Burton Malkiel's paper defines EMH to mean (roughly) "it's hard to beat the market, but of course prices could be way off at any particular time" (yes, Virginia, there are bubbles). This is what I refer to as a weak version of EMH.
Arnold Kling highlights the following talks (click through for links):
Foote, Girardi, and Willen ask whether, given expectations for ever-rising house prices, the institutional and regulatory details make any difference. If people expect house prices to rise faster than the rate of interest, then that creates in their minds a profit opportunity. One way or the other, the market will develop the financial instruments that allow people to exploit that apparent opportunity. I do not think I can endorse this view, but it is interesting.
Thomas Philippon asks how the financial sector came to be as large and profitable as it did. He argues that it is not because finance became more efficient or added more value to the economy. [ "In the absence of evidence that increased trading led to either better prices or better risk sharing, we would have to conclude that the finance industry's share of GDP is about 2 percentage points higher than it needs to be and this would represent an annual misallocation of resources of about $280 billions for the U.S. alone." ]
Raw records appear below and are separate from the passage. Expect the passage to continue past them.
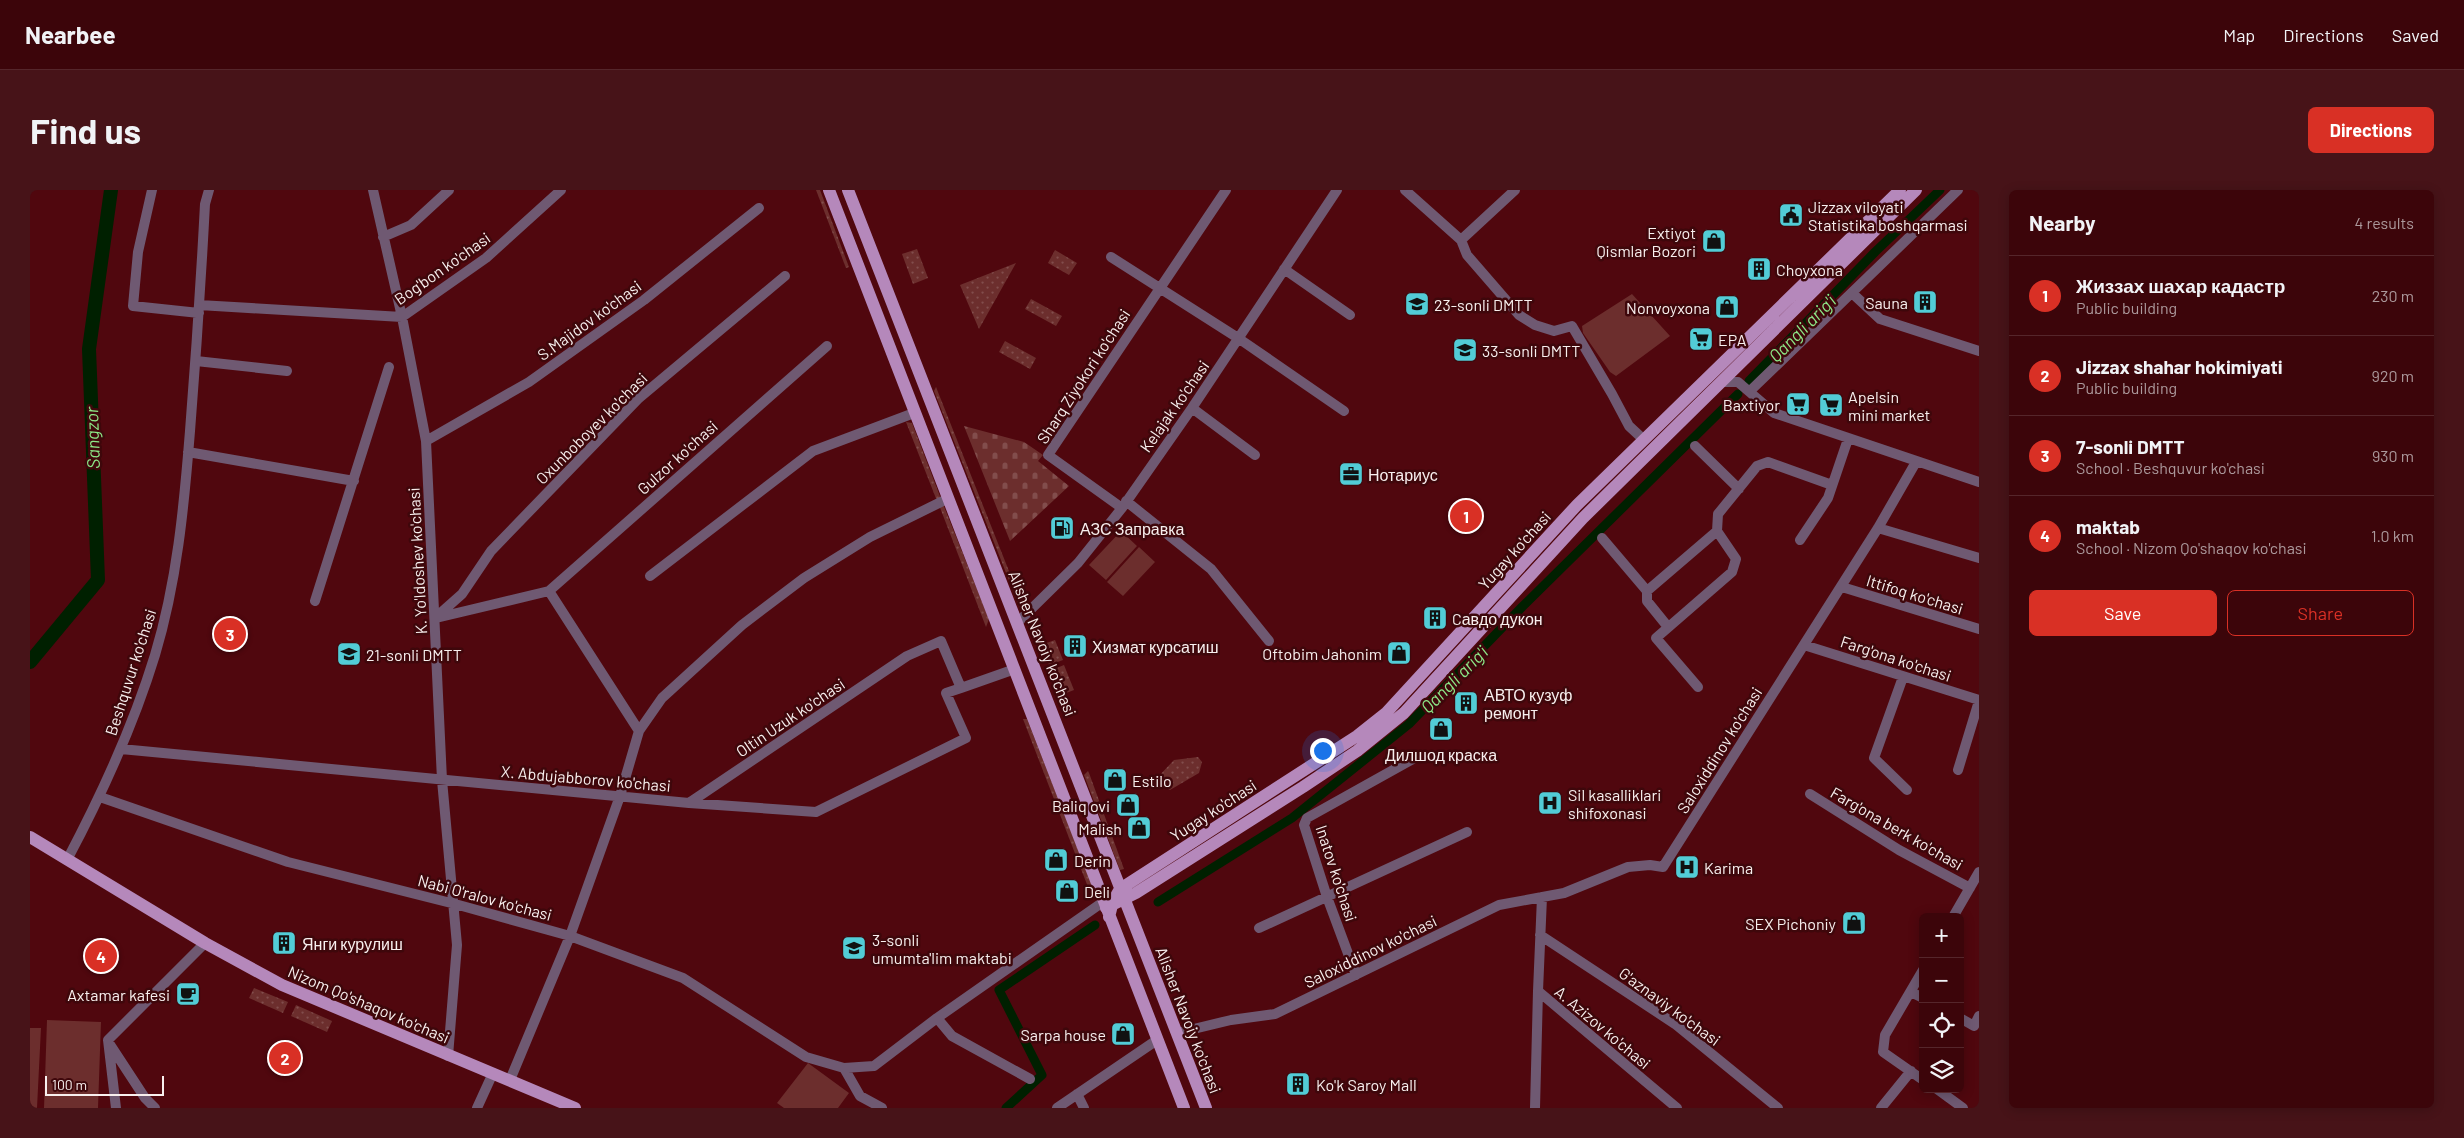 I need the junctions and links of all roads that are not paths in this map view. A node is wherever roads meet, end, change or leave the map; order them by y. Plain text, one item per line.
1 (152, 190) edge
2 (209, 190) edge
3 (373, 190) edge
4 (448, 190) edge
5 (561, 190) edge
6 (829, 190) edge
7 (848, 190) edge
8 (1226, 190) edge
9 (1337, 190) edge
10 (1405, 190) edge
11 (1515, 190) edge
12 (1958, 190) edge
13 (1904, 193) edge
14 (759, 208) dead end
15 (383, 237) junction
16 (1461, 240) junction
17 (1111, 257) dead end
18 (1284, 269) junction
19 (785, 276) dead end
20 (1158, 287) junction
21 (1852, 293) junction
22 (199, 309) junction
23 (1350, 315) dead end
24 (402, 317) junction
25 (1238, 338) junction
26 (827, 346) dead end
27 (1979, 351) edge
28 (912, 354) junction
29 (196, 361) junction
30 (894, 361) junction
31 (1738, 366) junction
32 (389, 367) dead end
33 (287, 371) dead end
34 (1722, 382) junction
35 (1738, 382) junction
36 (1750, 392) junction
37 (1192, 408) junction
38 (1344, 411) dead end
39 (914, 413) junction
40 (1643, 439) junction
41 (1848, 439) junction
42 (426, 441) junction
43 (1695, 446) dead end
44 (188, 452) junction
45 (1255, 455) dead end
46 (1916, 462) junction
47 (354, 481) junction
48 (1979, 482) edge
49 (1832, 485) junction
50 (1739, 489) junction
51 (948, 499) junction
52 (1124, 505) junction
53 (1878, 528) junction
54 (1717, 531) junction
55 (1602, 538) dead end
56 (1800, 540) dead end
57 (1979, 558) edge
58 (650, 576) dead end
59 (1842, 586) junction
60 (549, 591) junction
61 (1648, 591) junction
62 (315, 601) dead end
63 (435, 618) junction
64 (1017, 623) junction
65 (1668, 627) junction
66 (1979, 629) edge
67 (1269, 641) dead end
68 (1804, 645) junction
69 (1015, 669) junction
70 (1903, 677) junction
71 (1698, 687) dead end
72 (962, 688) junction
73 (1979, 701) edge
74 (640, 731) junction
75 (121, 749) junction
76 (1420, 755) dead end
77 (1958, 770) dead end
78 (442, 780) junction
79 (1908, 790) dead end
80 (1810, 794) dead end
81 (620, 796) junction
82 (100, 797) junction
83 (689, 803) junction
84 (1467, 832) dead end
85 (30, 837) edge
86 (67, 860) junction
87 (1979, 872) edge
88 (1974, 884) edge
89 (1542, 896) junction
90 (1115, 897) junction
91 (1327, 897) junction
92 (455, 904) junction
93 (1956, 913) edge
94 (1260, 928) dead end
95 (1540, 935) junction
96 (570, 936) junction
97 (205, 943) junction
98 (1356, 975) junction
99 (1919, 977) edge
100 (1538, 991) junction
101 (1911, 992) junction
102 (1919, 996) edge
103 (937, 1018) junction
104 (1978, 1019) edge
105 (1964, 1020) edge
106 (1177, 1033) junction
107 (108, 1040) junction
108 (1157, 1040) junction
109 (448, 1056) junction
110 (844, 1068) junction
111 (1911, 1072) junction
112 (493, 1074) junction
113 (1919, 1077) edge
114 (510, 1080) junction
115 (1030, 1080) dead end
116 (1942, 1093) edge
117 (1077, 1094) junction
118 (116, 1108) edge
119 (156, 1108) edge
120 (477, 1108) edge
121 (575, 1108) edge
122 (882, 1108) edge
123 (1057, 1108) edge
124 (1084, 1108) edge
125 (1184, 1108) edge
126 (1206, 1108) edge
127 (1535, 1108) edge
128 (1677, 1108) edge
129 (1778, 1108) edge
130 (1881, 1108) edge
131 (1963, 1108) edge

1 - 22 street
2 - 22 street, Beshquvur ko'chasi
3 - 15 street, K. Yo'ldoshev ko'chasi
4 - 15 street
5 - 24 street, Bog'bon ko'chasi
6 - 30 main road, Alisher Navoiy ko'chasi
7 - 28 main road, Alisher Navoiy ko'chasi
8 - 20 street, Sharq Ziyokori ko'chasi
9 - 18 street, Kelajak ko'chasi
10 - 16 street
11 - 16 street
12 - 21 street
13 - 31 main road, Yugay ko'chasi
13 - 40 main road, Yugay ko'chasi
14 - 42 street, S.Majidov ko'chasi
15 - 24 street, K. Yo'ldoshev ko'chasi
16 - 40 street
17 - 20 street
18 - 23 street
18 - 25 street, Kelajak ko'chasi
19 - 63 street, Oxunboboyev ko'chasi
20 - 25 street
20 - 52 street, Sharq Ziyokori ko'chasi
21 - 27 street
21 - 36 street
22 - 24 street, Bog'bon ko'chasi
22 - 29 street, Beshquvur ko'chasi
24 - 42 street, K. Yo'ldoshev ko'chasi
25 - 37 street, Kelajak ko'chasi
25 - 38 street
26 - 60 street, Gulzor ko'chasi
28 - 30 main road
28 - 64 main road, Alisher Navoiy ko'chasi
29 - 33 street
29 - 44 street, Beshquvur ko'chasi
30 - 39 main road, Alisher Navoiy ko'chasi
31 - 34 main road, Yugay ko'chasi
31 - 35 street
32 - 47 street
34 - 35 street
34 - 90 main road, Yugay ko'chasi
35 - 36 street
36 - 41 street
37 - 45 street
37 - 52 street, Kelajak ko'chasi
39 - 51 main road, Alisher Navoiy ko'chasi
39 - 58 street
40 - 90 main road, Yugay ko'chasi
41 - 46 street
41 - 49 street
42 - 63 street, K. Yo'ldoshev ko'chasi
43 - 50 street
44 - 47 street
44 - 75 street, Beshquvur ko'chasi
46 - 48 street
46 - 53 street, Saloxiddinov ko'chasi
47 - 62 street
49 - 50 street
49 - 56 street
50 - 54 street
51 - 69 main road, Alisher Navoiy ko'chasi
51 - 74 street
52 - 64 street, Kelajak ko'chasi
52 - 67 street
53 - 57 street
53 - 59 street, Saloxiddinov ko'chasi
54 - 61 street
54 - 65 street
55 - 61 street
59 - 66 street, Ittifoq ko'chasi
59 - 68 street, Saloxiddinov ko'chasi
60 - 63 street, Gulzor ko'chasi
60 - 74 street
61 - 65 street
63 - 78 street, K. Yo'ldoshev ko'chasi
64 - 90 main road, Alisher Navoiy ko'chasi
65 - 71 street
68 - 70 street, Farg'ona ko'chasi
68 - 89 street, Saloxiddinov ko'chasi
69 - 72 street
69 - 90 main road, Alisher Navoiy ko'chasi
70 - 73 street, Farg'ona ko'chasi
70 - 79 street
72 - 83 street, Oltin Uzuk ko'chasi
72 - 83 street, X. Abdujabborov ko'chasi
73 - 77 street
74 - 81 street
75 - 78 street, X. Abdujabborov ko'chasi
75 - 82 street, Beshquvur ko'chasi
76 - 91 street, Inatov ko'chasi
78 - 81 street, X. Abdujabborov ko'chasi
78 - 92 street, K. Yo'ldoshev ko'chasi
80 - 88 street, Farg'ona berk ko'chasi
81 - 83 street, X. Abdujabborov ko'chasi
81 - 96 street
82 - 86 street, Beshquvur ko'chasi
82 - 92 street, Nabi O'ralov ko'chasi
84 - 91 street
85 - 86 main road, Nizom Qo'shaqov ko'chasi
86 - 97 main road, Nizom Qo'shaqov ko'chasi
87 - 88 street
88 - 93 street
89 - 95 street, A. Azizov ko'chasi
89 - 98 street, Saloxiddinov ko'chasi
90 - 103 street, Nabi O'ralov ko'chasi
90 - 106 main road, Alisher Navoiy ko'chasi
90 - 108 main road, Alisher Navoiy ko'chasi
91 - 94 street
91 - 98 street, Inatov ko'chasi
92 - 96 street, Nabi O'ralov ko'chasi
92 - 109 street, K. Yo'ldoshev ko'chasi
95 - 100 street, A. Azizov ko'chasi
95 - 129 street, G'aznaviy ko'chasi
96 - 110 street, Nabi O'ralov ko'chasi
96 - 114 street
97 - 107 street
97 - 109 main road, Nizom Qo'shaqov ko'chasi
98 - 106 street, Saloxiddinov ko'chasi
99 - 101 street
100 - 127 street
100 - 128 street, A. Azizov ko'chasi
101 - 102 street
101 - 111 street
103 - 110 street, Nabi O'ralov ko'chasi
103 - 115 street
104 - 105 street
106 - 126 main road, Alisher Navoiy ko'chasi
107 - 118 street
107 - 119 street
108 - 117 street
108 - 125 main road, Alisher Navoiy ko'chasi
109 - 112 main road, Nizom Qo'shaqov ko'chasi
110 - 122 street
111 - 113 street
111 - 130 street
112 - 114 main road, Nizom Qo'shaqov ko'chasi
112 - 120 street
114 - 121 main road, Nizom Qo'shaqov ko'chasi
116 - 131 street
117 - 123 street
117 - 124 street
Brad DeLong asks why economists could not predict and explain the economic downturn. He argues that financial panics, in which the market's assessment of the safety of financial assets changes sharply and suddenly, are rare events that are outside the realm of typical theoretical models and statistical analysis. I am left with further questions. Which is abnormal, the faith that people had in financial assets before the crisis, or the lack of faith that people had after the crisis? And does government intervention to try to supply safe assets constitute the solution or the problem?